BEGIN

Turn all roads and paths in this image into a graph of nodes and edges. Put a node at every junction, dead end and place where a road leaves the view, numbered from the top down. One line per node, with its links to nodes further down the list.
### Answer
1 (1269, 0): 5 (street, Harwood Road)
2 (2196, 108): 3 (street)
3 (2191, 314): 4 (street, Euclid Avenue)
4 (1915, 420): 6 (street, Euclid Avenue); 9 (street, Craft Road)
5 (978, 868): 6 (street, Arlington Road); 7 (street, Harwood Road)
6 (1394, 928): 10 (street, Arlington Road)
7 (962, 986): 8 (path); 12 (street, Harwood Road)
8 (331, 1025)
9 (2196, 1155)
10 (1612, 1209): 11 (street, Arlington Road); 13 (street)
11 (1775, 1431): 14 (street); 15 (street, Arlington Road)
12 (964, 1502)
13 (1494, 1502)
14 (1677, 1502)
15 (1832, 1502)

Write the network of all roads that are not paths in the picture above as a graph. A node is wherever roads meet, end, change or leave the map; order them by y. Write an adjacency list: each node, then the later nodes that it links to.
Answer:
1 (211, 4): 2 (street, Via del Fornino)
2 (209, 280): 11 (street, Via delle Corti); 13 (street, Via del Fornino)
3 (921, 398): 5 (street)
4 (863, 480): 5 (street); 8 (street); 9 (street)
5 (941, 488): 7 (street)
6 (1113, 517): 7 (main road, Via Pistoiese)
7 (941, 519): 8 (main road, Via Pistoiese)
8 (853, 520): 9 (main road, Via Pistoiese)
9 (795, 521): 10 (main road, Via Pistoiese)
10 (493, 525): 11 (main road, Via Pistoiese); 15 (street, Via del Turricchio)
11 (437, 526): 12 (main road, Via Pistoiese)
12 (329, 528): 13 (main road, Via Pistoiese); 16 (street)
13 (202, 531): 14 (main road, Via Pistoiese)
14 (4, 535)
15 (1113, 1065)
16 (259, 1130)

END

Copy out each line of the data exactly.

Result for this exercise:
Turn all roads and paths in this image into a graph of nodes and edges. Put a node at every junction, dead end and place where a road leaves the view, numbered from the top down. One line per node, with its links to nodes further down the list.
### Answer
1 (1269, 0): 5 (street, Harwood Road)
2 (2196, 108): 3 (street)
3 (2191, 314): 4 (street, Euclid Avenue)
4 (1915, 420): 6 (street, Euclid Avenue); 9 (street, Craft Road)
5 (978, 868): 6 (street, Arlington Road); 7 (street, Harwood Road)
6 (1394, 928): 10 (street, Arlington Road)
7 (962, 986): 8 (path); 12 (street, Harwood Road)
8 (331, 1025)
9 (2196, 1155)
10 (1612, 1209): 11 (street, Arlington Road); 13 (street)
11 (1775, 1431): 14 (street); 15 (street, Arlington Road)
12 (964, 1502)
13 (1494, 1502)
14 (1677, 1502)
15 (1832, 1502)

Write the network of all roads that are not paths in the picture above as a graph. A node is wherever roads meet, end, change or leave the map; order them by y. Write an adjacency list: each node, then the later nodes that it links to.
Answer:
1 (211, 4): 2 (street, Via del Fornino)
2 (209, 280): 11 (street, Via delle Corti); 13 (street, Via del Fornino)
3 (921, 398): 5 (street)
4 (863, 480): 5 (street); 8 (street); 9 (street)
5 (941, 488): 7 (street)
6 (1113, 517): 7 (main road, Via Pistoiese)
7 (941, 519): 8 (main road, Via Pistoiese)
8 (853, 520): 9 (main road, Via Pistoiese)
9 (795, 521): 10 (main road, Via Pistoiese)
10 (493, 525): 11 (main road, Via Pistoiese); 15 (street, Via del Turricchio)
11 (437, 526): 12 (main road, Via Pistoiese)
12 (329, 528): 13 (main road, Via Pistoiese); 16 (street)
13 (202, 531): 14 (main road, Via Pistoiese)
14 (4, 535)
15 (1113, 1065)
16 (259, 1130)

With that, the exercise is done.